**Records from a data source**

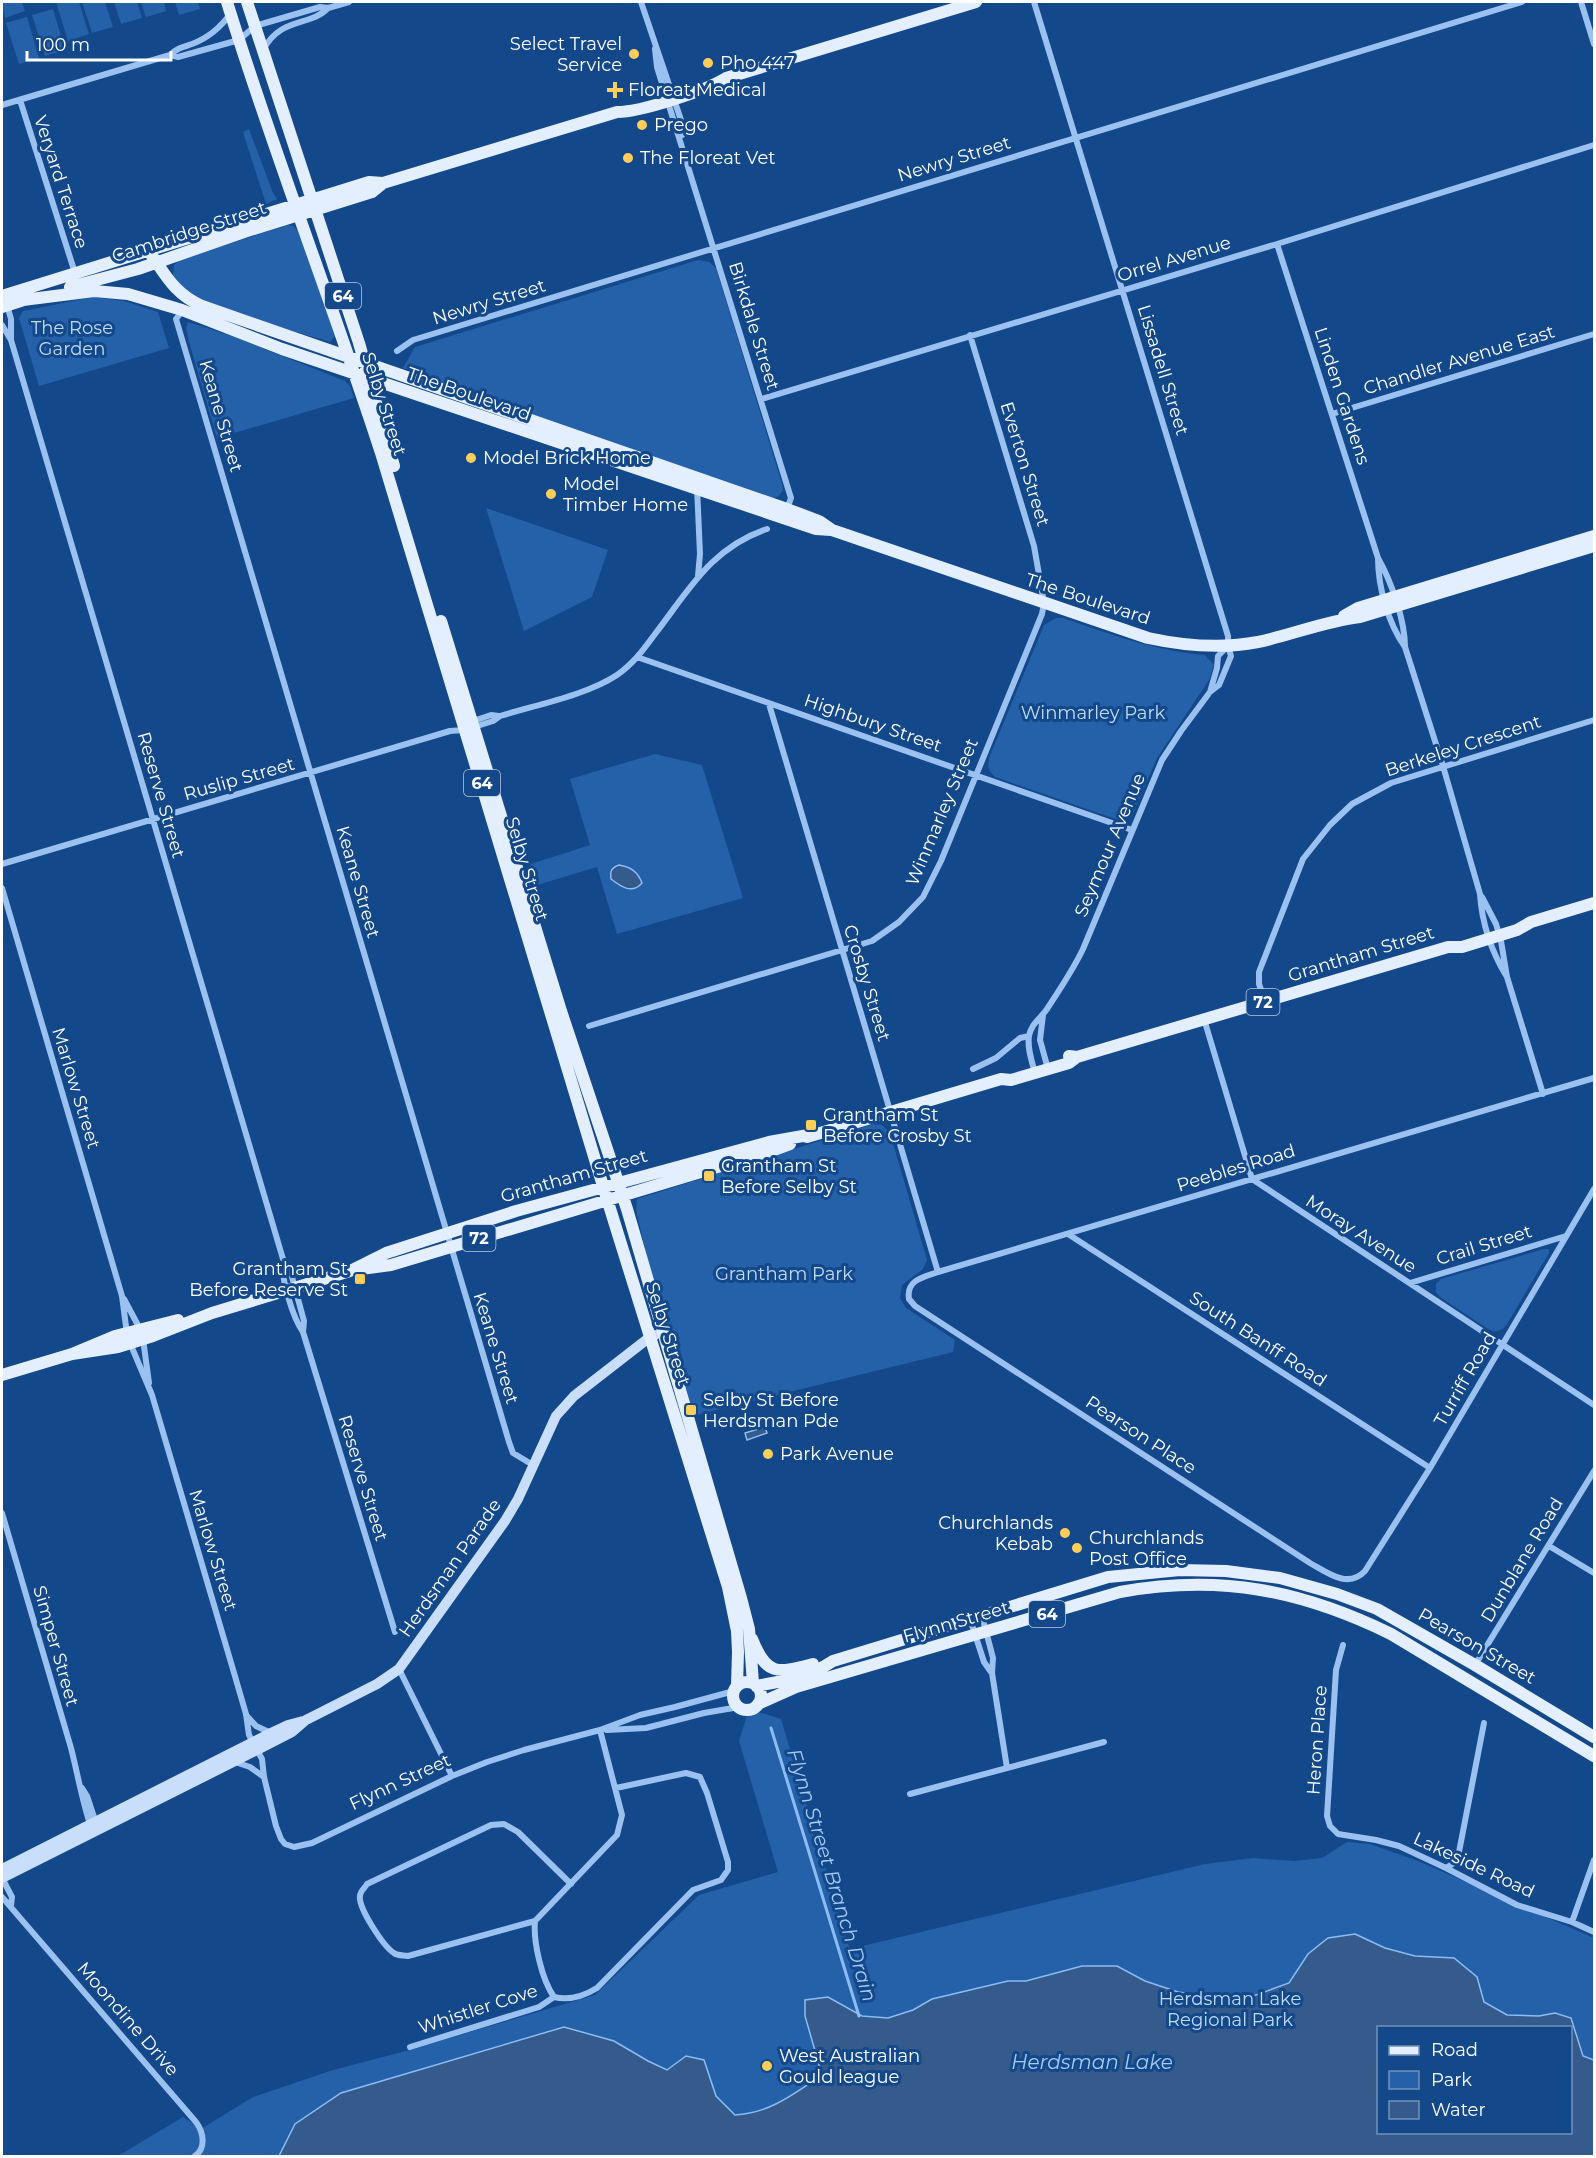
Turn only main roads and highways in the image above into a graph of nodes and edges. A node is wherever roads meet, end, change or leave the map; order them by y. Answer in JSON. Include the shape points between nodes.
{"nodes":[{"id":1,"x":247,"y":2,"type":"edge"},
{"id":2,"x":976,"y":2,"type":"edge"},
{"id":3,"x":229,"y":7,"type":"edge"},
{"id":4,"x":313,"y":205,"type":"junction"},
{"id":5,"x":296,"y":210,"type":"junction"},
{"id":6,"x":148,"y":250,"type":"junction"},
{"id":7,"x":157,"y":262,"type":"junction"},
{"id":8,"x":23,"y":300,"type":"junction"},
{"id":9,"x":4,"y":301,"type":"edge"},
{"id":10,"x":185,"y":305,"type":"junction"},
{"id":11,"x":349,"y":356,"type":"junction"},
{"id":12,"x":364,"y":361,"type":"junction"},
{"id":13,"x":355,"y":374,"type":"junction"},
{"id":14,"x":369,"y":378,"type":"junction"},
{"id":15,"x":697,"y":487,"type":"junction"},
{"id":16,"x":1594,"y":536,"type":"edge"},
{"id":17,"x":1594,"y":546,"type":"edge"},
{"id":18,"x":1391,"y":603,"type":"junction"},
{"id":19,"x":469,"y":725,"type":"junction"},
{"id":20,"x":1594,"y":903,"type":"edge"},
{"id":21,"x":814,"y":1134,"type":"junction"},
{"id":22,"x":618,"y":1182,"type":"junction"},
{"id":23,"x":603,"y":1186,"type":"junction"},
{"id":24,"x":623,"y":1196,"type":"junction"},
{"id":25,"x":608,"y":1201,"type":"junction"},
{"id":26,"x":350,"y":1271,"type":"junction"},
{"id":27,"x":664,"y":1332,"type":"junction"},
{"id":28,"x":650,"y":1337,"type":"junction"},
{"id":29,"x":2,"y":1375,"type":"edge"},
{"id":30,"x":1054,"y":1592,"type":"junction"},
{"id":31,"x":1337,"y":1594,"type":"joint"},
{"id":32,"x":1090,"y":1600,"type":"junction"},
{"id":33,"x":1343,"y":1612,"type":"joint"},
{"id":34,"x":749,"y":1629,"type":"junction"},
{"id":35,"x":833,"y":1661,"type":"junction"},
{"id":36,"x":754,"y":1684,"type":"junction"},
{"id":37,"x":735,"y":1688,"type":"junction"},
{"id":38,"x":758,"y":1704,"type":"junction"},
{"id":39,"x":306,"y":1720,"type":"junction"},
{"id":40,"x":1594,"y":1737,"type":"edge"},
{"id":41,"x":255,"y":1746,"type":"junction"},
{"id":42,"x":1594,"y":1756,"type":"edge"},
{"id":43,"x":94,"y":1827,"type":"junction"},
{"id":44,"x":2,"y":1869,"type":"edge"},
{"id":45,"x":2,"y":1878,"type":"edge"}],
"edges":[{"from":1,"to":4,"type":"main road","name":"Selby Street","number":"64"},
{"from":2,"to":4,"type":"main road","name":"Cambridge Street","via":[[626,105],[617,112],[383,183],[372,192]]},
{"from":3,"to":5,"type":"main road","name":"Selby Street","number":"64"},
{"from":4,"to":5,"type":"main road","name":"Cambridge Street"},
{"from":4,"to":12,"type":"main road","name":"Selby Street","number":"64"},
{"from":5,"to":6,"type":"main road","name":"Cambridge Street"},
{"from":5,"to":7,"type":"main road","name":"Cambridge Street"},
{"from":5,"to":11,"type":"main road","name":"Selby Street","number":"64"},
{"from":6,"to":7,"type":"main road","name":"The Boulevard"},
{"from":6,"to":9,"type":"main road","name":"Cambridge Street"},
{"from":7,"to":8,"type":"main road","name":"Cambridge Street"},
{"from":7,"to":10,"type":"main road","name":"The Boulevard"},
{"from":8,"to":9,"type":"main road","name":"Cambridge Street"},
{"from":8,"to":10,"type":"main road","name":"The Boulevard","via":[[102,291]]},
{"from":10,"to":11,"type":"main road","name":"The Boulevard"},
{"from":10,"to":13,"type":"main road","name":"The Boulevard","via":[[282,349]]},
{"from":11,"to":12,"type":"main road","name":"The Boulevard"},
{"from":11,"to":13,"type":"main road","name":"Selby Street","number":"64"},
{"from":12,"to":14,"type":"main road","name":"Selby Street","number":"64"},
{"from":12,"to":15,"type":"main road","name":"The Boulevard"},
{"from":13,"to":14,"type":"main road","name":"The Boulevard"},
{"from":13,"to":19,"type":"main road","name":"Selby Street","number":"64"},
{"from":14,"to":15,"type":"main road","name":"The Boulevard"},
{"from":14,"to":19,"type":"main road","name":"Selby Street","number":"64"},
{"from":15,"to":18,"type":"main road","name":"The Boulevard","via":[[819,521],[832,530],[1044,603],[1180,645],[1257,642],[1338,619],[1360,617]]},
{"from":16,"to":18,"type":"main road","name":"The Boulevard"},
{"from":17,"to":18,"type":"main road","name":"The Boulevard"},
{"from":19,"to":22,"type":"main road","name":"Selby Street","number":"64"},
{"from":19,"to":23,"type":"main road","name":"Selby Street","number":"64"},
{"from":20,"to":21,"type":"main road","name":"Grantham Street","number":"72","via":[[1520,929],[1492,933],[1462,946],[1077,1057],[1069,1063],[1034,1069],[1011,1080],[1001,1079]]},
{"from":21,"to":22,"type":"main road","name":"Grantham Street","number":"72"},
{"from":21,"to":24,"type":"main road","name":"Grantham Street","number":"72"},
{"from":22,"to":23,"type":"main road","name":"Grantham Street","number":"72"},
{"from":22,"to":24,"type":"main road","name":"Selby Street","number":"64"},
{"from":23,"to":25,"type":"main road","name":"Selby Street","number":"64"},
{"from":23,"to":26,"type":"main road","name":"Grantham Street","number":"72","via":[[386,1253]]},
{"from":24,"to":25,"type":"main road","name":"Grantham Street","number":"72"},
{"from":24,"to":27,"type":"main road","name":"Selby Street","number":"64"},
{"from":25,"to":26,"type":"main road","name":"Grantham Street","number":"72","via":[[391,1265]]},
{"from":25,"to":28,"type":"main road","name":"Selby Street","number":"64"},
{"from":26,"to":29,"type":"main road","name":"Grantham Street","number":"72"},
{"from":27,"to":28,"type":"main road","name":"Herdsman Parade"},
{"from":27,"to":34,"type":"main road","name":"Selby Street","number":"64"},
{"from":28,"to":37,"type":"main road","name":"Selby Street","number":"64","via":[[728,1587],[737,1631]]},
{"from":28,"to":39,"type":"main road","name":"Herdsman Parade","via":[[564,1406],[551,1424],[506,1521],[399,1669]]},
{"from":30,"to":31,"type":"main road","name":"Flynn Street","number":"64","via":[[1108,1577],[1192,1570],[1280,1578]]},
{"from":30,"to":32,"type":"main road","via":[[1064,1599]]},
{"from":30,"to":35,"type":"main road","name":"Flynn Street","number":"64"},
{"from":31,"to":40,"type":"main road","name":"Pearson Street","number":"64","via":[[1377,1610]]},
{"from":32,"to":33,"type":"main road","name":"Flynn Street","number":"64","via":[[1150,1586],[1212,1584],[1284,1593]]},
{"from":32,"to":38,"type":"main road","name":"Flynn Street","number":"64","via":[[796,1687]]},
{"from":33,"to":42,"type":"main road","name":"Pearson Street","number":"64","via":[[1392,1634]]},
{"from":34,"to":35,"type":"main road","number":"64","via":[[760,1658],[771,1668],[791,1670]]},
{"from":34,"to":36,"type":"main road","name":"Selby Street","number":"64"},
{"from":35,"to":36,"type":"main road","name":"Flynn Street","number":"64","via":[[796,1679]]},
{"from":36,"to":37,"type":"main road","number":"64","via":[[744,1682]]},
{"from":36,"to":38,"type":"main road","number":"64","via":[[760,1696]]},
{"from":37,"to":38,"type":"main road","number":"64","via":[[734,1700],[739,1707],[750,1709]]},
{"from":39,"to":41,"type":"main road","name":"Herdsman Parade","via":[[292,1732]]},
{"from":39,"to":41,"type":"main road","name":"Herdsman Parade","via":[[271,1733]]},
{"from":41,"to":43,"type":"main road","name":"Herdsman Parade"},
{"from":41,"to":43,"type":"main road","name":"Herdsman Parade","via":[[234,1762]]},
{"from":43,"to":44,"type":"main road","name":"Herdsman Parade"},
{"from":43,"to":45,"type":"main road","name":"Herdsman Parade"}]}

**WHAT IS NEEDED**
Your answer should be a single number, namely how many lines of the data above hold "edges".

**SOLUTION FOR THIS EXERCISE**
2